● Assigned task
Lines that contain the string "Right" are the ones to list; copy all of them from the records.

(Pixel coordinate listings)
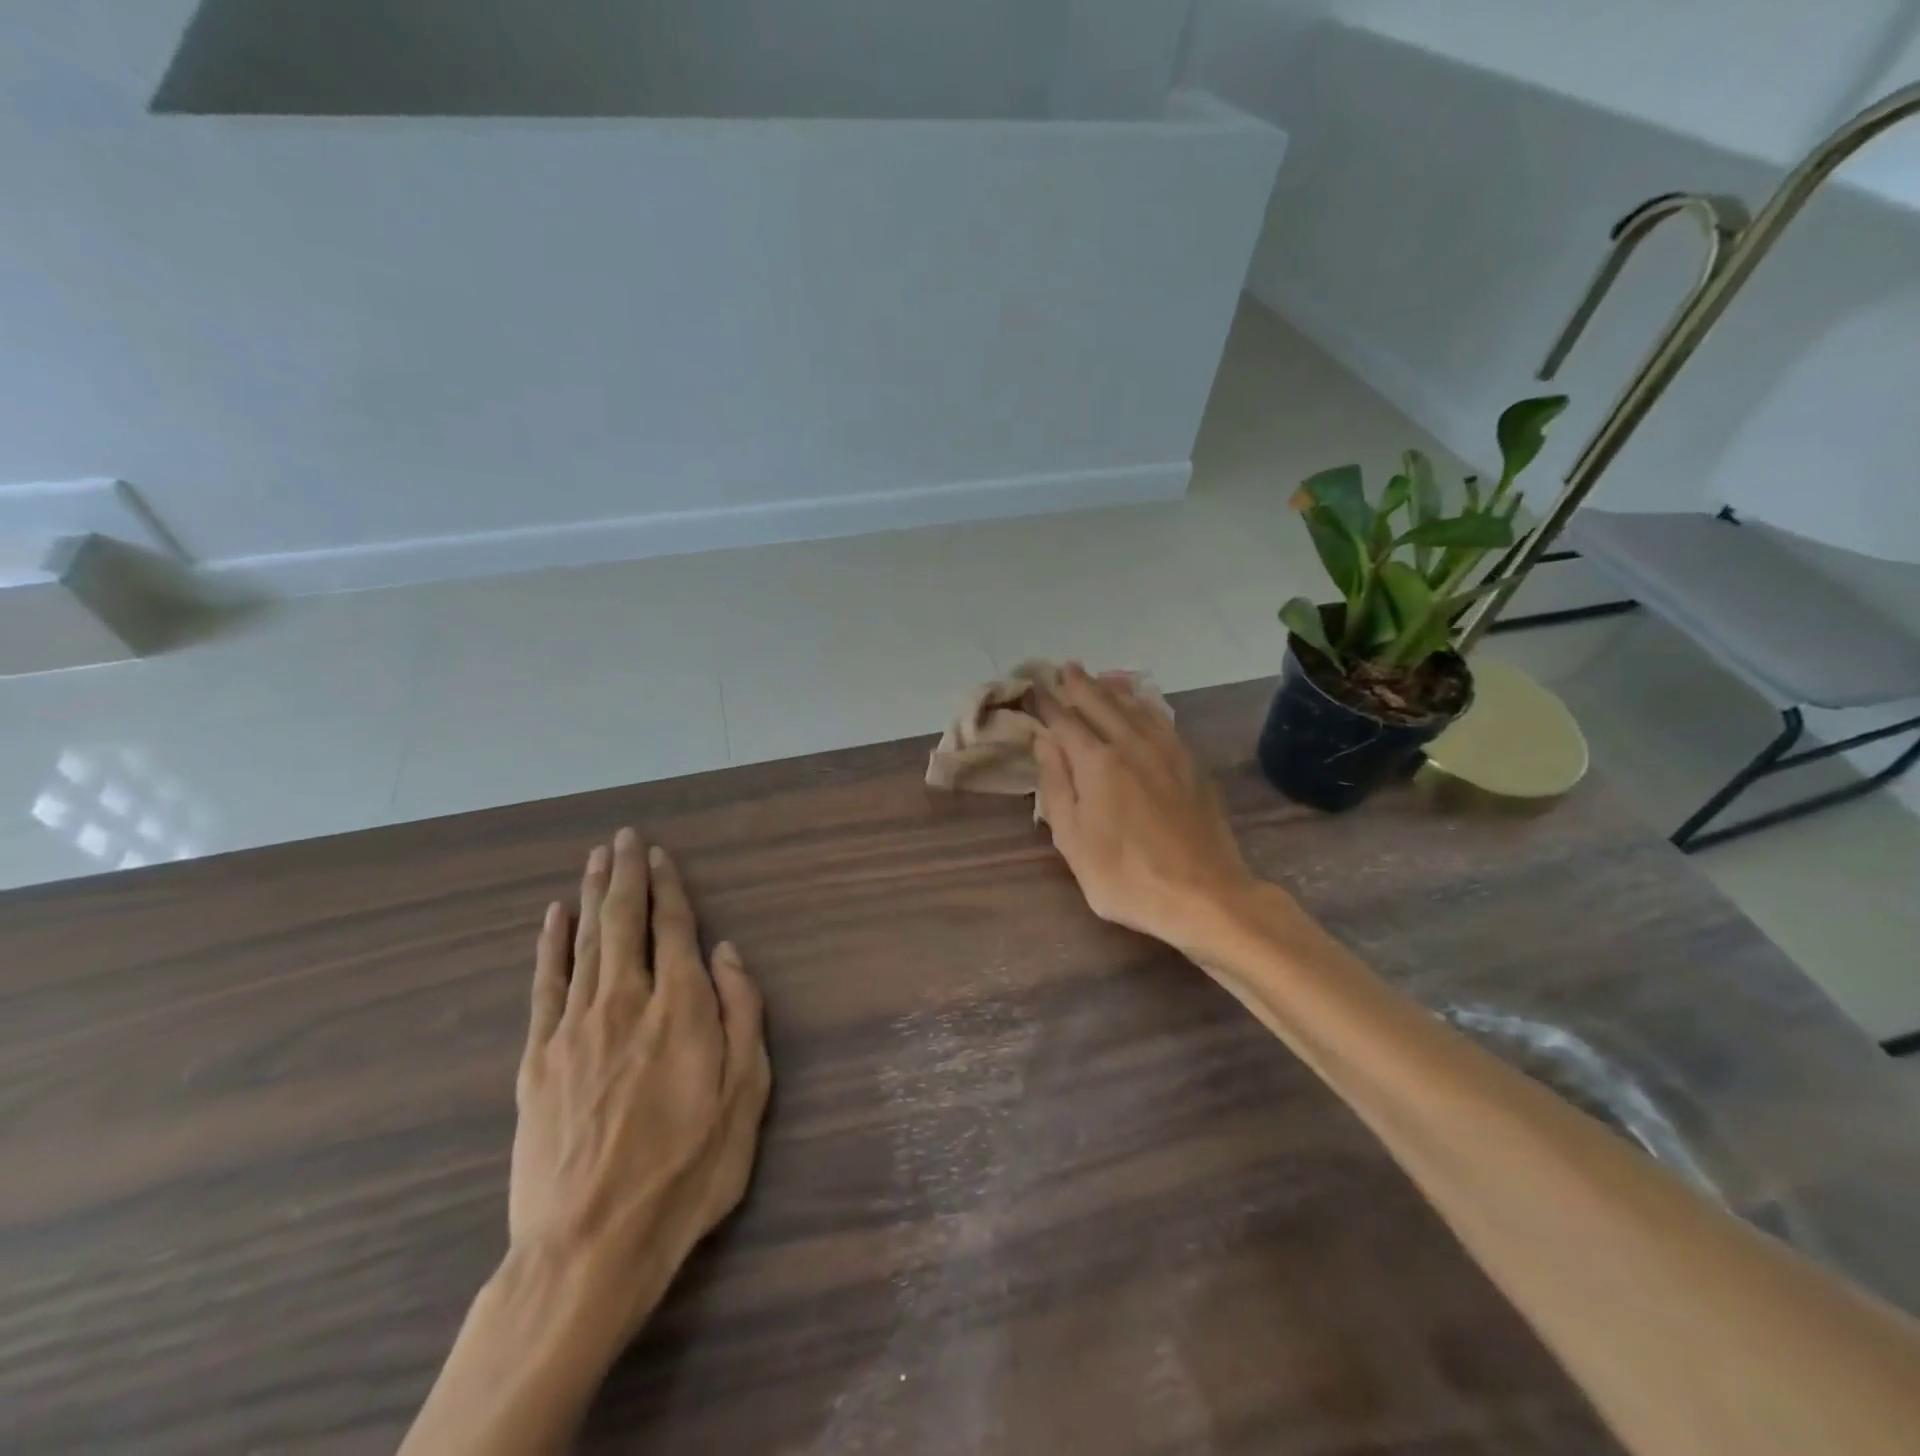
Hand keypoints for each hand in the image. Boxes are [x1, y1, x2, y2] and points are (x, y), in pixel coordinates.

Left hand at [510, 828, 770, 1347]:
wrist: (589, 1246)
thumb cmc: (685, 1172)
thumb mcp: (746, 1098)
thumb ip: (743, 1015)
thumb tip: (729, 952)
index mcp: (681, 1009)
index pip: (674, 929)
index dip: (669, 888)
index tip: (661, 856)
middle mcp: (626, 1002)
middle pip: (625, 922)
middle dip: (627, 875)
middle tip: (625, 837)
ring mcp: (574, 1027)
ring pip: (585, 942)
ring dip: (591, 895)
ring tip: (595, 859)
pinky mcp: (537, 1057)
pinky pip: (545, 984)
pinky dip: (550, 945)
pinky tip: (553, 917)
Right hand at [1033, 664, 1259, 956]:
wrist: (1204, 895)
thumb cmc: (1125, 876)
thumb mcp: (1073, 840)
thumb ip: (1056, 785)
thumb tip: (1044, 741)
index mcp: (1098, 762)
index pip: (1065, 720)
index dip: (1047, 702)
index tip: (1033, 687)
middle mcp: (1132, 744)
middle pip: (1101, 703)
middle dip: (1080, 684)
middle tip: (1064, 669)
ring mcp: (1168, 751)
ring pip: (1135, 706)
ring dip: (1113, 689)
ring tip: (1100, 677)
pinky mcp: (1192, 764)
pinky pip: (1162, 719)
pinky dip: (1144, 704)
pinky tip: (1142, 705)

* * *

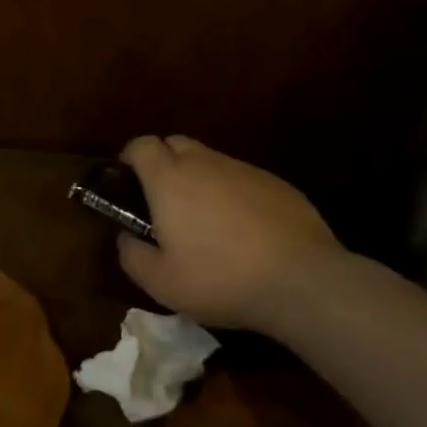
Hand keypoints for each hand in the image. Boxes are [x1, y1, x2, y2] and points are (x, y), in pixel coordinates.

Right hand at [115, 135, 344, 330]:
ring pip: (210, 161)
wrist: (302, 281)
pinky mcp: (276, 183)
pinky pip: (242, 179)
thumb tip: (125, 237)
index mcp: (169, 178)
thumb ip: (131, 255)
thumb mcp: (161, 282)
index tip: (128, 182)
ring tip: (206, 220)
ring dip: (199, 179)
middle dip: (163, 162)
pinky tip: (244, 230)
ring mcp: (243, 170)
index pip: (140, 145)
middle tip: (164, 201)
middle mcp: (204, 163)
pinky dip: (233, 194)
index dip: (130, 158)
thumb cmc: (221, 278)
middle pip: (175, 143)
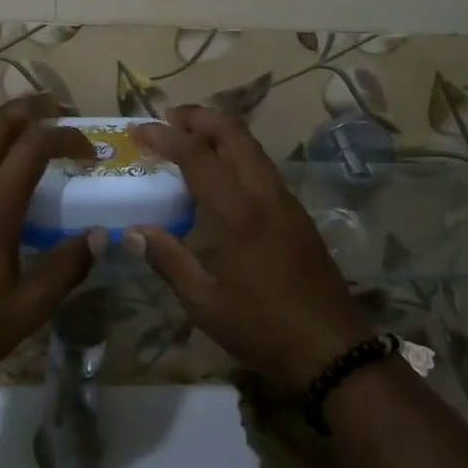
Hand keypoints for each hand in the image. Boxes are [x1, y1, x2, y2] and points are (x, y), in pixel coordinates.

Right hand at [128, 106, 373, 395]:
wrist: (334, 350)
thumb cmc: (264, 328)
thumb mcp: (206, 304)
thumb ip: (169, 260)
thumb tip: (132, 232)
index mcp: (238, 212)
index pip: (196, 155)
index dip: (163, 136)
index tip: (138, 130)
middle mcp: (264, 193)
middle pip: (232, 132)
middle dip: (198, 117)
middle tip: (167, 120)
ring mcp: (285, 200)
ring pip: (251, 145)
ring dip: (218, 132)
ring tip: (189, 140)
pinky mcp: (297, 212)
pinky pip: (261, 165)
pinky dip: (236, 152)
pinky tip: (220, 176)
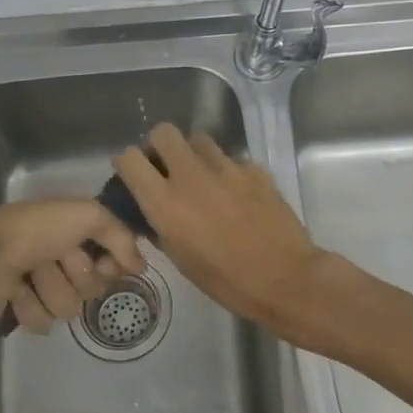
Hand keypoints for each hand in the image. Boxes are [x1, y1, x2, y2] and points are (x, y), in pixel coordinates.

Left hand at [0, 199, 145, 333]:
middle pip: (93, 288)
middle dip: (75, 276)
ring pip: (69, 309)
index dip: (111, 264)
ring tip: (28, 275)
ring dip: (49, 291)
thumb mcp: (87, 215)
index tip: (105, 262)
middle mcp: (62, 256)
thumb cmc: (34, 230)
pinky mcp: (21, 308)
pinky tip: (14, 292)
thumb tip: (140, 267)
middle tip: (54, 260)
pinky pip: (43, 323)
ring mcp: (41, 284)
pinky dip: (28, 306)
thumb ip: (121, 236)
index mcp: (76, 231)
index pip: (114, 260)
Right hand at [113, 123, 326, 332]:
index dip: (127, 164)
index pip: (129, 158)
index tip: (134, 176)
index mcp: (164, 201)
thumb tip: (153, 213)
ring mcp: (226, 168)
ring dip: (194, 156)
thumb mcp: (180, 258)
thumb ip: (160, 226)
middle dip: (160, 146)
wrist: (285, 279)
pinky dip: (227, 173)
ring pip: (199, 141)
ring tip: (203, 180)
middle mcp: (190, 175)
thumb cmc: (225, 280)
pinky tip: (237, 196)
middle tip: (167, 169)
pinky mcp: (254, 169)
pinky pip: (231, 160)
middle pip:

● Result of this exercise
Right hand at [1033, 664, 1259, 956]:
Right hand at [115, 135, 344, 330]:
Right hand at [128, 106, 373, 395]:
Right hand at [113, 123, 326, 332]:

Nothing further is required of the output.